Financial markets spasmed, sending U.S. stocks down to levels in December 2018, as the economic fallout from the pandemic outpaces the massive response from governments and central banks.
The S&P 500 fell more than 7%, triggering a 15-minute pause. Stocks held that level as trading resumed. The next halt would occur at a 13% decline. The Dow Jones Industrial Average wiped out all the gains logged since Donald Trump’s inauguration, with investors craving more government spending to offset the impact from the virus.
Trump offered few details at a press briefing on the details his Treasury secretary is discussing with Congress. The Federal Reserve dusted off crisis-era programs to stabilize financial markets.

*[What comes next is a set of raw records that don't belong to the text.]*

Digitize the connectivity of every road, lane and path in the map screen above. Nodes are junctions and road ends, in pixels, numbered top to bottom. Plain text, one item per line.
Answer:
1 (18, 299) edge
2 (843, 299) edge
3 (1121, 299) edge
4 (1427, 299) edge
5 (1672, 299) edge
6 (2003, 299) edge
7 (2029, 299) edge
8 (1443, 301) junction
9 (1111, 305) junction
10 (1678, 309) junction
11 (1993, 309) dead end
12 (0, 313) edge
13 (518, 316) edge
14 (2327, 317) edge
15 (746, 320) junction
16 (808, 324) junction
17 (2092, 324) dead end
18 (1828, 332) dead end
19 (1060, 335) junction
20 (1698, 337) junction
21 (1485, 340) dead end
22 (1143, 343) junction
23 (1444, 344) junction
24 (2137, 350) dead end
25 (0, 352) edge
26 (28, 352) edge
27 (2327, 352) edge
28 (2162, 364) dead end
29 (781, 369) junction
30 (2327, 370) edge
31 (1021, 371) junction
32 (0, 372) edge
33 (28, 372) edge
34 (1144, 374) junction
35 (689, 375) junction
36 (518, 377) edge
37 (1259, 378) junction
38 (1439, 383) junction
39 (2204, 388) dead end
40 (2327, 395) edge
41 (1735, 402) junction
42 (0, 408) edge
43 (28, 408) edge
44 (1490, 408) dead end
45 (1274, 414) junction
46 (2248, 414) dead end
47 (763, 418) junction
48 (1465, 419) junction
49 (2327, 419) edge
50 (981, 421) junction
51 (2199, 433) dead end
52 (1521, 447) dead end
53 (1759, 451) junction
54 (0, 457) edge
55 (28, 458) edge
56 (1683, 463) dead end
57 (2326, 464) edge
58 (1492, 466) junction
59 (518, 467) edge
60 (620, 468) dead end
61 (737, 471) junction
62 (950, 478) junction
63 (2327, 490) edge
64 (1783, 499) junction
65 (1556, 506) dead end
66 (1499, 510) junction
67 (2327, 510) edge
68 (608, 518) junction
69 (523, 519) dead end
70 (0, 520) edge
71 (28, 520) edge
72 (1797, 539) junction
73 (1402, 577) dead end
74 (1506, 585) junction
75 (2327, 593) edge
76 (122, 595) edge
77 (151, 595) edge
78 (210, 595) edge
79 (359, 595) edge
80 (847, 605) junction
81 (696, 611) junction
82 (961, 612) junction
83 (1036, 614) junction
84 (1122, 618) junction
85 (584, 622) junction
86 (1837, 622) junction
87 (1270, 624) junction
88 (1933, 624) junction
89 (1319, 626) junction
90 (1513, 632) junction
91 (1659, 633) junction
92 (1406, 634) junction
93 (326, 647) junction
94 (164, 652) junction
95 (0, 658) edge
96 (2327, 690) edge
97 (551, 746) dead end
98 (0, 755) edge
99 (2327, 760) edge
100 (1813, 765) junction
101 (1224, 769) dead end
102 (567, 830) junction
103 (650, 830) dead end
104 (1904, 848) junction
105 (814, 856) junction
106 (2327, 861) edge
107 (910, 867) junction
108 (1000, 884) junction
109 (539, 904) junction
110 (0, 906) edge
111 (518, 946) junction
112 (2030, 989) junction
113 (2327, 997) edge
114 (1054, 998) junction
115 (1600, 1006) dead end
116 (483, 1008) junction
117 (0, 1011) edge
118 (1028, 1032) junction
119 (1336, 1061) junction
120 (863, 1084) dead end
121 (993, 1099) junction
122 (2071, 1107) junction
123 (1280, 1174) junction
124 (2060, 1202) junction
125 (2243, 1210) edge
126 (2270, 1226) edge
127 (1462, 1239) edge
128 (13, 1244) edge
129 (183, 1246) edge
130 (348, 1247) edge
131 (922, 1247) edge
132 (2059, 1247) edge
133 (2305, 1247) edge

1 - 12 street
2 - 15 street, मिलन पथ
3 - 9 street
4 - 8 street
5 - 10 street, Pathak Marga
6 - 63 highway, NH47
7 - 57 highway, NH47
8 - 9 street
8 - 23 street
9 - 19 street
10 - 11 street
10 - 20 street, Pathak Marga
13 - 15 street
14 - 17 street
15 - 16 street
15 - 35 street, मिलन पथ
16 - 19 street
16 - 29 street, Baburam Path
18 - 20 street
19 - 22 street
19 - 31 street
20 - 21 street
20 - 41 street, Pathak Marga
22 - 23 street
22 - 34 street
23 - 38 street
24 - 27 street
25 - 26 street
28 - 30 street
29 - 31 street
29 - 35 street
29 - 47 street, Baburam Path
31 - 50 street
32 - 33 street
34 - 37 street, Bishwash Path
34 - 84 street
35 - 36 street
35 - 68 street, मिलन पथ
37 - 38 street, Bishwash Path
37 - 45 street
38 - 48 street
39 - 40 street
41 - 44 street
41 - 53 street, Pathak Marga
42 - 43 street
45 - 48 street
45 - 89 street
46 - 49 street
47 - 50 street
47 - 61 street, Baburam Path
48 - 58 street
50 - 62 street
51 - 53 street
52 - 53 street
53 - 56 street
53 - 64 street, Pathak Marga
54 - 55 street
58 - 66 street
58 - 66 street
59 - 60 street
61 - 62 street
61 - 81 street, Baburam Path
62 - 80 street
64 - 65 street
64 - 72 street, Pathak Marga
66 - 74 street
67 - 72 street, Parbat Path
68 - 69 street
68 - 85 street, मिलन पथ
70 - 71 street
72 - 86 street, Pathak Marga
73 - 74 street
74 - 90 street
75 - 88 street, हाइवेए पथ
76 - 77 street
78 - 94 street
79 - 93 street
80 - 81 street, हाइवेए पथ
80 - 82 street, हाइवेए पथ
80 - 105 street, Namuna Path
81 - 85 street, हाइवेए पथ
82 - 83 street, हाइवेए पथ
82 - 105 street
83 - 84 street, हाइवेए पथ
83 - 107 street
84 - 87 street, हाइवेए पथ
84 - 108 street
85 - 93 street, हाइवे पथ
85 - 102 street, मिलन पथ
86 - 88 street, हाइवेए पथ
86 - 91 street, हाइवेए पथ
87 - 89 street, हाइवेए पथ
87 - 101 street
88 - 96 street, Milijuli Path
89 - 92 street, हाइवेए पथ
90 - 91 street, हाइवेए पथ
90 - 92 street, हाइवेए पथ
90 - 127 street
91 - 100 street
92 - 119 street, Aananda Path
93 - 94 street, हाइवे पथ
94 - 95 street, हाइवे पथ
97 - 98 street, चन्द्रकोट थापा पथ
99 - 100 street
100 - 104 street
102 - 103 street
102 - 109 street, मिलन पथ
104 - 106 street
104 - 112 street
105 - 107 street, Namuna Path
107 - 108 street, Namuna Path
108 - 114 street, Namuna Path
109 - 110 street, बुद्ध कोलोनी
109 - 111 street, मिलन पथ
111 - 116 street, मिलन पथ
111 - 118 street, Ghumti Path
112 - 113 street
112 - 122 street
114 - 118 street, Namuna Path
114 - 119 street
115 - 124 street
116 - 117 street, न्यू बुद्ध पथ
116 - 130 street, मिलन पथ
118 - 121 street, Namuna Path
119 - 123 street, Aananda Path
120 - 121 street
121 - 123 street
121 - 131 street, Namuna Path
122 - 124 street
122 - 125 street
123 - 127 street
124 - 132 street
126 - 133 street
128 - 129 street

Treasuries were steady after the biggest yield jump since 1982 and municipal bonds extended deepest rout since 1987 as markets braced for the potential flood of spending. European bonds came in for a bashing. Oil dropped to an 18-year low. The dollar strengthened a seventh straight day, while the pound hit its lowest level against the greenback since 1985.
“The missing fundamental ingredient for a sustainable recovery in risk appetite is some evidence that the growth of global Covid-19 infection rates is peaking,” said Paul O’Connor, head of multi-asset at Janus Henderson Investors. “Clearly, we are not there yet.”